Com a aproximação do período eleitoral, muitos candidatos vão se posicionar com relação a falta de indenizações para os produtores rurais prejudicados pelo lamaçal da Samarco, crime que passados seis anos, ainda continua impune. Alguns candidatos vão até defender a Vale, a Samarco, a BHP e Fundação Renova, na esperança de serem por eles patrocinados financeiramente.

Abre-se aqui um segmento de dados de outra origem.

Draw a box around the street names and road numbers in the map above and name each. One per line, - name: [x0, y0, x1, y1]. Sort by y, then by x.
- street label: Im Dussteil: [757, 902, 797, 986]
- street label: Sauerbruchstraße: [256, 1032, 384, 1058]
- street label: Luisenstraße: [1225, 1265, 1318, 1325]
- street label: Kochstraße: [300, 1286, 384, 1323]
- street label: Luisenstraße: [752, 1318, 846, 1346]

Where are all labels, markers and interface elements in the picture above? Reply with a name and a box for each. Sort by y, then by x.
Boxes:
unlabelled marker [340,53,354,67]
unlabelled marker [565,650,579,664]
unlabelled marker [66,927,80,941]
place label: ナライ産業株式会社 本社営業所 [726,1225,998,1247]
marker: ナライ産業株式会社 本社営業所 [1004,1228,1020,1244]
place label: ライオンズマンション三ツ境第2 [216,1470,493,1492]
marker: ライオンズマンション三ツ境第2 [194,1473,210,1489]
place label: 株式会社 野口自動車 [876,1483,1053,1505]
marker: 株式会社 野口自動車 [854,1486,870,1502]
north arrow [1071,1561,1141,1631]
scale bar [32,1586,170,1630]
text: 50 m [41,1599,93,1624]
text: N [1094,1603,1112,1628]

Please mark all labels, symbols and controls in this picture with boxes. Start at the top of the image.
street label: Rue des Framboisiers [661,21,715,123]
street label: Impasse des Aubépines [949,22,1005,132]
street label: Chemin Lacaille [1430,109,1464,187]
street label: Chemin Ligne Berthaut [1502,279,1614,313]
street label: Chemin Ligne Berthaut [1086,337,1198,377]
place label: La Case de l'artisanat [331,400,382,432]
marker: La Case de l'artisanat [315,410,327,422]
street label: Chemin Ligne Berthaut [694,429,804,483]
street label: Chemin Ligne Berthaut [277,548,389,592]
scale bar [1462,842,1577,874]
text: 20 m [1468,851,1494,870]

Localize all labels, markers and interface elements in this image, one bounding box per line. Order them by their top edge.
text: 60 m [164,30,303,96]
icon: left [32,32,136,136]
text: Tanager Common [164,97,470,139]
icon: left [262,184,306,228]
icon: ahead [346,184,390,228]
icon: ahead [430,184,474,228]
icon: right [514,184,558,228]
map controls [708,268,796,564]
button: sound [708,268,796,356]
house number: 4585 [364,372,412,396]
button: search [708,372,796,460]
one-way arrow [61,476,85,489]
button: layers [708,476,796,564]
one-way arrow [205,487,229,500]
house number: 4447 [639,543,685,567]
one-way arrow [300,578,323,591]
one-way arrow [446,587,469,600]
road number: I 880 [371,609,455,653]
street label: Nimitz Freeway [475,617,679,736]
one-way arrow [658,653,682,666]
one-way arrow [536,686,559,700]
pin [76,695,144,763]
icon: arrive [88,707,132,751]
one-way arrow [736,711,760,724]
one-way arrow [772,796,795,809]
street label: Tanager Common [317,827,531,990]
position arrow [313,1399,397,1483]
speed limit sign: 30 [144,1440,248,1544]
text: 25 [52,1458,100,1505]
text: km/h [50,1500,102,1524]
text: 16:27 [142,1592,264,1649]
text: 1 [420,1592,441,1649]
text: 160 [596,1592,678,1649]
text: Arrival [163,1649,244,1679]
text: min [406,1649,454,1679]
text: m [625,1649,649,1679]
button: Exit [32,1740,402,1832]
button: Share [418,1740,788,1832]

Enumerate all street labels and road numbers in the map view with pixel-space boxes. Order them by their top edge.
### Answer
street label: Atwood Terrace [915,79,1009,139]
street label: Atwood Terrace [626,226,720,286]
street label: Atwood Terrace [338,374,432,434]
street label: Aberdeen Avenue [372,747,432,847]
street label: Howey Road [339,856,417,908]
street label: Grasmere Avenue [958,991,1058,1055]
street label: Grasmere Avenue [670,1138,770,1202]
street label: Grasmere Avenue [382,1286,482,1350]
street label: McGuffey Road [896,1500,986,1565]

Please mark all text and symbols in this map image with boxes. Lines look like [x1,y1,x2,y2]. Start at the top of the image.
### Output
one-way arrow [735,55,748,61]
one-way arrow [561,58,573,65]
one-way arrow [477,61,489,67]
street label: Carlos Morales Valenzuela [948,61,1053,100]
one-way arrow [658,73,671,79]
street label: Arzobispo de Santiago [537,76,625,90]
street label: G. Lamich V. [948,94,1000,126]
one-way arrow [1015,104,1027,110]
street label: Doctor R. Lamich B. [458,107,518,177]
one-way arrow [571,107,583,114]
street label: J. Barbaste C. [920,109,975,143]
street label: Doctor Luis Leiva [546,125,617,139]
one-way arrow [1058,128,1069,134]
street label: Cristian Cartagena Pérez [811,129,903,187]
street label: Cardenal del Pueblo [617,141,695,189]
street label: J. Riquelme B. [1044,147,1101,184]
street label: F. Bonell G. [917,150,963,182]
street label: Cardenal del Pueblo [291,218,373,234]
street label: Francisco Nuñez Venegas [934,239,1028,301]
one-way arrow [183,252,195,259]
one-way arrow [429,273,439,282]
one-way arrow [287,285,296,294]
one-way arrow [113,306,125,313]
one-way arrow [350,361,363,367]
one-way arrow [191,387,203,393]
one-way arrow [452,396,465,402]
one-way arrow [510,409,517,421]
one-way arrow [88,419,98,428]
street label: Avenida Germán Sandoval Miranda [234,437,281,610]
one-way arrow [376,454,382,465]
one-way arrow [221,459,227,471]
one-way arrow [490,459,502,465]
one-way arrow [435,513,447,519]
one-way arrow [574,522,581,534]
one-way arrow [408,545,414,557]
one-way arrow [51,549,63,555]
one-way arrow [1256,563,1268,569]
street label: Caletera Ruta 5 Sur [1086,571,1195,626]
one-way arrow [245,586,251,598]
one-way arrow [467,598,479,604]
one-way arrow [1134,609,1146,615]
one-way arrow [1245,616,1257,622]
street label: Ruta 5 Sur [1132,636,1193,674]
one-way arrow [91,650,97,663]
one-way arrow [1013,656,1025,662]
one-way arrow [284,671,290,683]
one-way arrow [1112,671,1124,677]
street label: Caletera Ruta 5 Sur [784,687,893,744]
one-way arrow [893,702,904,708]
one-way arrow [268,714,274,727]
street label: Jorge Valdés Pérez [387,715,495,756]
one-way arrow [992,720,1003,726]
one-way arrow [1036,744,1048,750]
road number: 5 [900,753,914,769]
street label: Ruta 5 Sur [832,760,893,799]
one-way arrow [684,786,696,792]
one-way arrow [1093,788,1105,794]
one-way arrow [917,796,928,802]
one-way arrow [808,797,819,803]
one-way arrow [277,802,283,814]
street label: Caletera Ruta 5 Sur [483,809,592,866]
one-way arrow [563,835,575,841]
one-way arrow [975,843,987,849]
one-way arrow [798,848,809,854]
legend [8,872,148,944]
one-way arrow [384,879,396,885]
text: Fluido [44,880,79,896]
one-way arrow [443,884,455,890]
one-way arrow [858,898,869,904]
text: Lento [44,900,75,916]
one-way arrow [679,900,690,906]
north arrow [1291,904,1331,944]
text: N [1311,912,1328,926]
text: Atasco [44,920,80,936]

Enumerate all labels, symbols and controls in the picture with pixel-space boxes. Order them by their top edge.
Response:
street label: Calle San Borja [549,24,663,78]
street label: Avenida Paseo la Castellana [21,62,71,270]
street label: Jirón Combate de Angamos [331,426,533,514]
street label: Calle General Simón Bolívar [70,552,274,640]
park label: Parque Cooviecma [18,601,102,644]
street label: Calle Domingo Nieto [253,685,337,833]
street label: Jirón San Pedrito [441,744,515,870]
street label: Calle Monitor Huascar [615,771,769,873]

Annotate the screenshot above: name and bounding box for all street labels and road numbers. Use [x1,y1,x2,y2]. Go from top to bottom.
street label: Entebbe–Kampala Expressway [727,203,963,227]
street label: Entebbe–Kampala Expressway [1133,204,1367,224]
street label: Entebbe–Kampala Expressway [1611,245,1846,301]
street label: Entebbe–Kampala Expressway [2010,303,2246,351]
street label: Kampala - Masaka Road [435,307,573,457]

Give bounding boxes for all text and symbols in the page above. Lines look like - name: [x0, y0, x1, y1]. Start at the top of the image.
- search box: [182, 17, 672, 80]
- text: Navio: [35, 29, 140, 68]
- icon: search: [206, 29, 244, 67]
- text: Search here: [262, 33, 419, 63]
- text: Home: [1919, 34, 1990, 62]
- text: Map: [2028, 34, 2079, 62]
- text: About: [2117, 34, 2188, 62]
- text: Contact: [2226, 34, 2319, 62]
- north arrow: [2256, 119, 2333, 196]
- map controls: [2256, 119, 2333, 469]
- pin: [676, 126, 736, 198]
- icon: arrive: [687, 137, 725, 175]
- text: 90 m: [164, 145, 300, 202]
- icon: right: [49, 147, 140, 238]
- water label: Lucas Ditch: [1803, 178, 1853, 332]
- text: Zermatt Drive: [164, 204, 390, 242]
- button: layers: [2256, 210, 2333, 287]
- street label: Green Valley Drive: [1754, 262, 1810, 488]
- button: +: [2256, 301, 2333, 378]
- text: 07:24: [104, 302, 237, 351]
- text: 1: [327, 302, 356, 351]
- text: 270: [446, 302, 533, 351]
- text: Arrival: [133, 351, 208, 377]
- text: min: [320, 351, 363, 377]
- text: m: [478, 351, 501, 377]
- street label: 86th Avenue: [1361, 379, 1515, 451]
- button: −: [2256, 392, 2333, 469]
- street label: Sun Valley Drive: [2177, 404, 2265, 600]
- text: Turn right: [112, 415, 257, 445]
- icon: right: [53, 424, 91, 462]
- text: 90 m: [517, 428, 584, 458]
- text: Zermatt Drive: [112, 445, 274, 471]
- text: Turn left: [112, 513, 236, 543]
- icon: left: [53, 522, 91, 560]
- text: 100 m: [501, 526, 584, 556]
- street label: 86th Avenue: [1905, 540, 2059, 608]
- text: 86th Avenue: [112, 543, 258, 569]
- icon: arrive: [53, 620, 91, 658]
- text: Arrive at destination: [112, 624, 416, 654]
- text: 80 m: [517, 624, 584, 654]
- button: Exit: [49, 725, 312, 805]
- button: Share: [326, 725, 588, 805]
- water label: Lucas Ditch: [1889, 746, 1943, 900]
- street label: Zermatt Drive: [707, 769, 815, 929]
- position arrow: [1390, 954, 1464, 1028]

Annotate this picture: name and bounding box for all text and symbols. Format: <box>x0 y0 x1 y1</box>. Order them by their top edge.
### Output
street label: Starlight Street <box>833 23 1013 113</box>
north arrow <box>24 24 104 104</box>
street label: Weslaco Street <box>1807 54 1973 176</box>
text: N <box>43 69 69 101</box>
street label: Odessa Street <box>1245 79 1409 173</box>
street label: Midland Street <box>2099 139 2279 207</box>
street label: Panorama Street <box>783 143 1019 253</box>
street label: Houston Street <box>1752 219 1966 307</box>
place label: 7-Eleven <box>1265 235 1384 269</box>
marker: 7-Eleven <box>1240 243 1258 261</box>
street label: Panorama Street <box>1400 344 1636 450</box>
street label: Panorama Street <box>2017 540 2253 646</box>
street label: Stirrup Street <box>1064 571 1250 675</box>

Outros que não vão conseguir esta “mamata” podem até defender os produtores.
O certo é que nenhum político deste Estado se comprometeu a defender a causa dos produtores prejudicados. Dia 05 de novembro de 2021 marcou o 6º ano de um dos maiores crimes socioambientais realizados no Brasil contemporâneo. Data marcante para as comunidades de Bento Rodrigues e Paracatu de Baixo, entre tantas outras atingidas pela destruição de lama e rejeitos até a Foz do Rio Doce, em Regência-ES.
Neste período de seis anos, vivendo sob extremas necessidades, as comunidades atingidas diretamente não foram reparadas integralmente após inúmeros acordos de gabinete, se é que há possibilidades de reparação entre tantas destruições e assassinatos. A Cáritas Minas Gerais organizou eventos denunciando a total falta de reparações mínimas dos danos.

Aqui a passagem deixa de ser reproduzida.